This is true of one of history’s most important innovations: Henry Ford’s creation of the assembly line. This innovation has changed countless industries by altering the universal production process and it came from an unlikely source.
How Did Ford Invent The Assembly Line?
Many people may think it was simply a stroke of genius, but the assembly line actually came about through re-purposing: taking something we already know and altering it to create something completely different. Henry Ford designed and executed the very first assembly line while creating his famed Model T, but the idea wasn’t something that he truly came up with on his own.

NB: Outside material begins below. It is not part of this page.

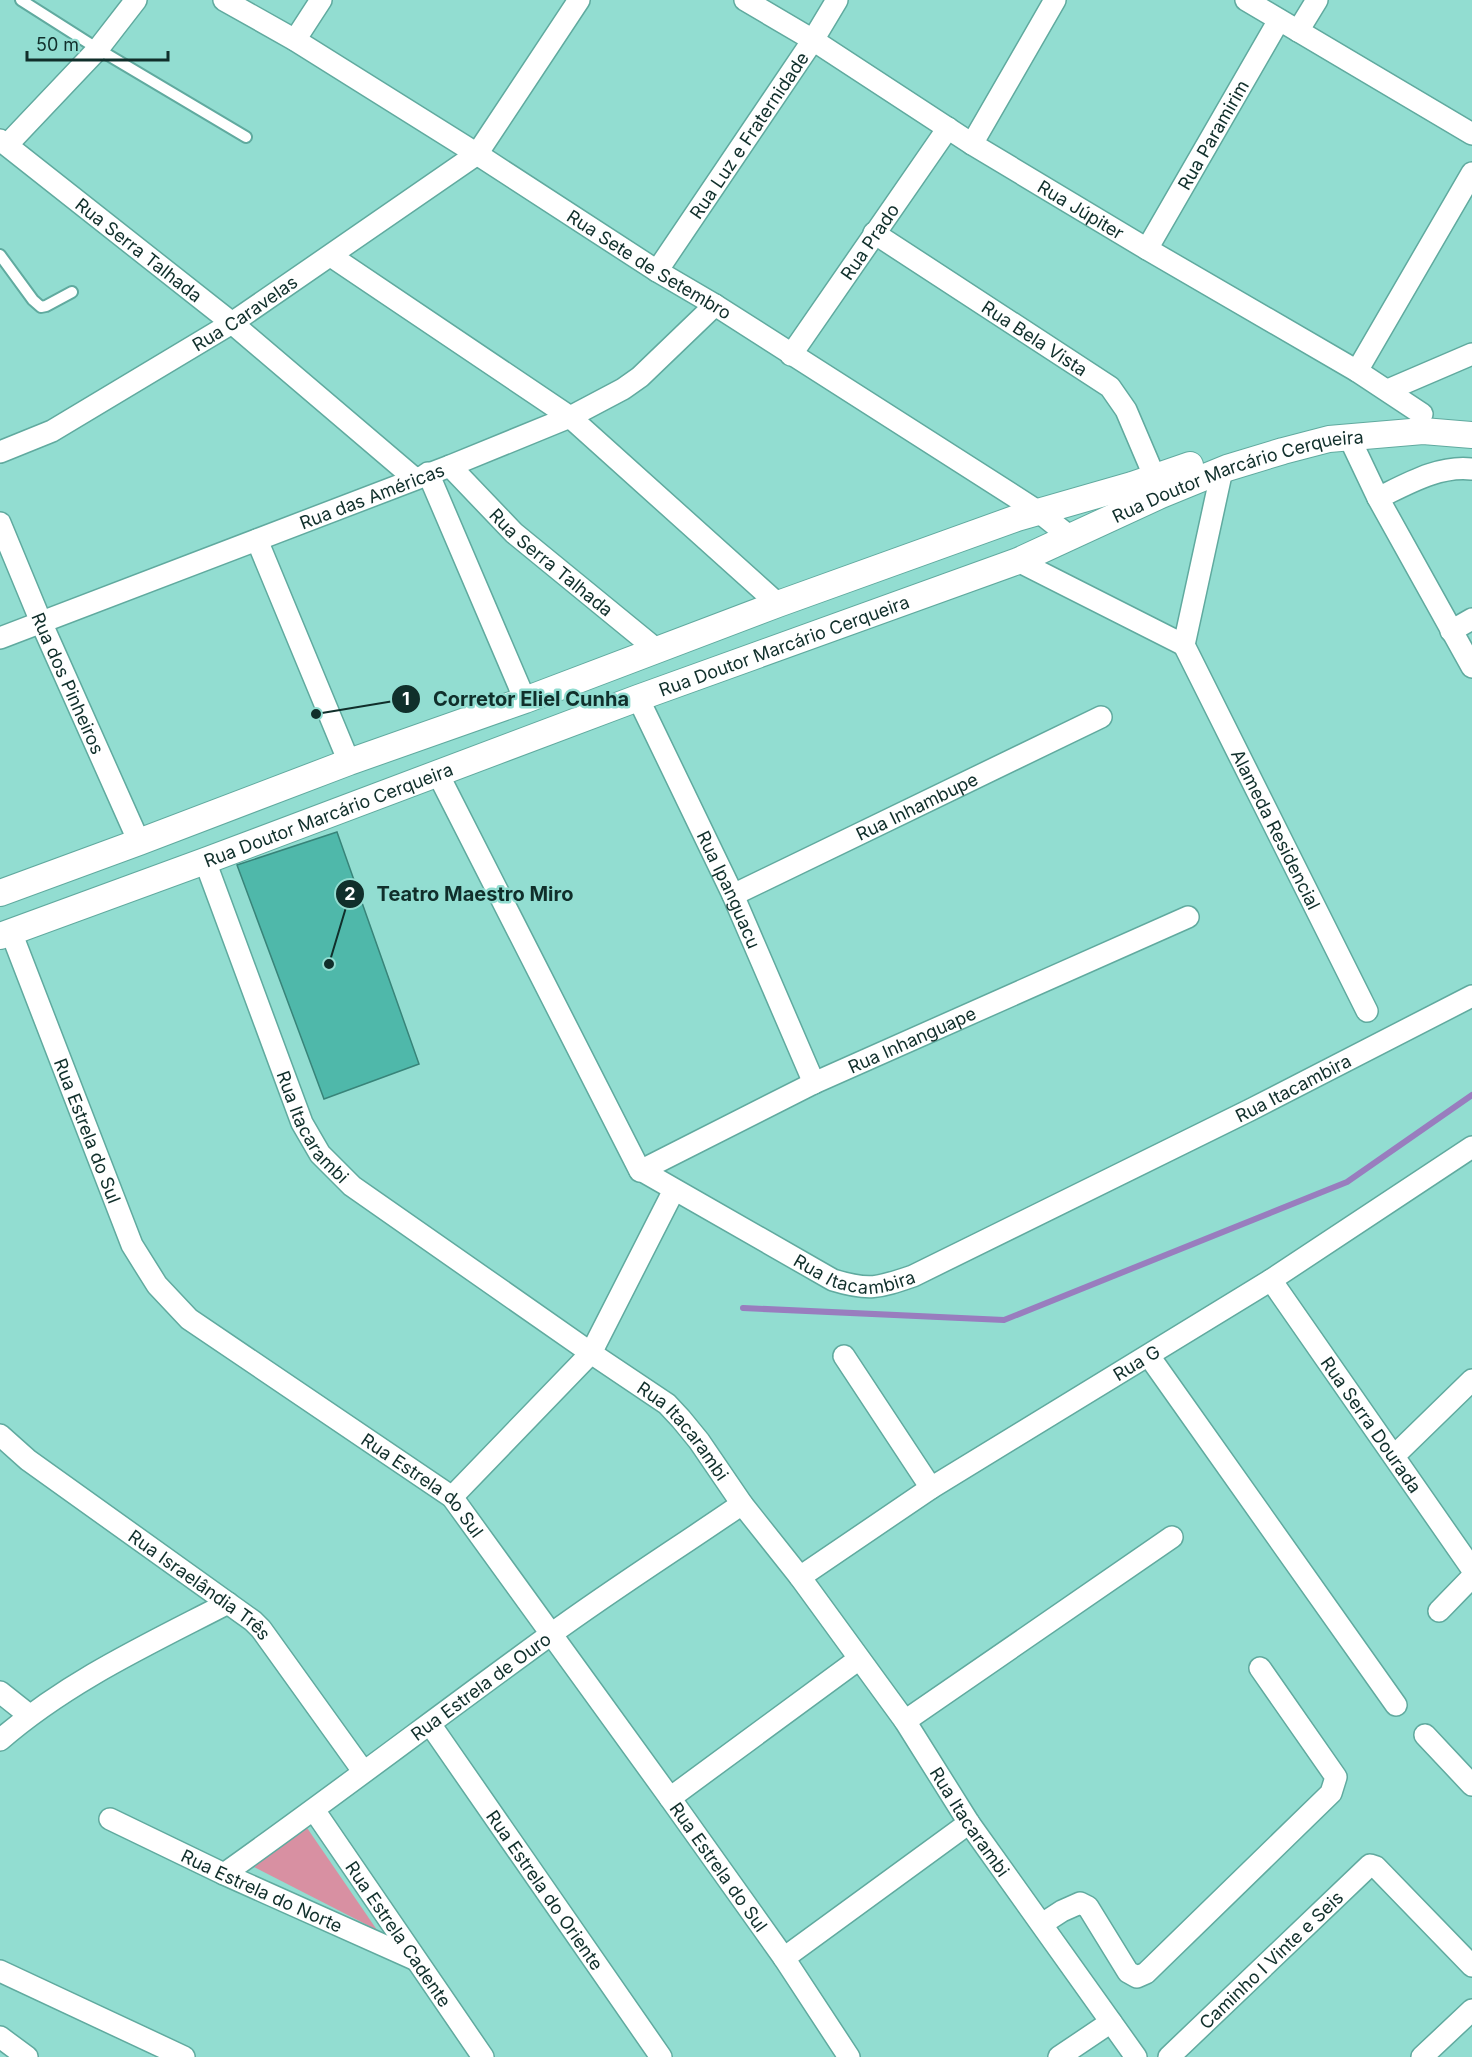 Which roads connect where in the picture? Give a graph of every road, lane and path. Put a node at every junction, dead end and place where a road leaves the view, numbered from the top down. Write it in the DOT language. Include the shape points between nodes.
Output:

Ford found his inspiration in the efficiency of Chicago meat-packing houses. The story goes that in watching the production process at one of these plants, he was mesmerized by the efficiency achieved when the meat was being cut down a line, each butcher executing a different cut as the meat continued its journey. Ford realized it could be reverse engineered: he could build his cars by having each employee place a different part on the car as it moved through the factory. Thus the assembly line was created, leading to one of the biggest increases in productivity in industrial history.
In a more recent example of inspiration, Ford used the idea of “simulation” from the aerospace industry to prototype and test new dashboard ideas. In a podcast from December 2009, I interviewed Dave Watson from Ford and Steve Bishop from IDEO where they shared their co-innovation project on theFord Fusion and the inspiration to use digital cockpits in airplanes as an inspiration for the first all digital digital dashboard for cars.
Innovation Isn’t Just “Ford Tough”
Ford isn’t the only example.
Nike was also born through cross-industry innovation, a field in which they remain one of the leaders. How? They look for unlikely solutions to problems, ultimately finding unique innovations.
Nike originated in the 1960s when Oregon’s coach, Bill Bowerman, was trying to design new soles with better grip for his track athletes. He found inspiration for his solution in a plain old waffle iron (he ruined his wife’s when he made the first pair of Nike running shoes!). Nike didn’t stop there: the company has made innovation and reverse engineering part of their company values. One of their top-selling models, Nike Shox, were designed using Formula 1 race cars as inspiration. While some of Nike’s innovation inspirations seem to come from way out in left field, that’s one of the factors that has differentiated them from the rest of their industry for decades.
Learn to Innovate Like Ford and Bowerman
These two great innovators came up with their revolutionary ideas via unlikely sources in industries seemingly unrelated to their own.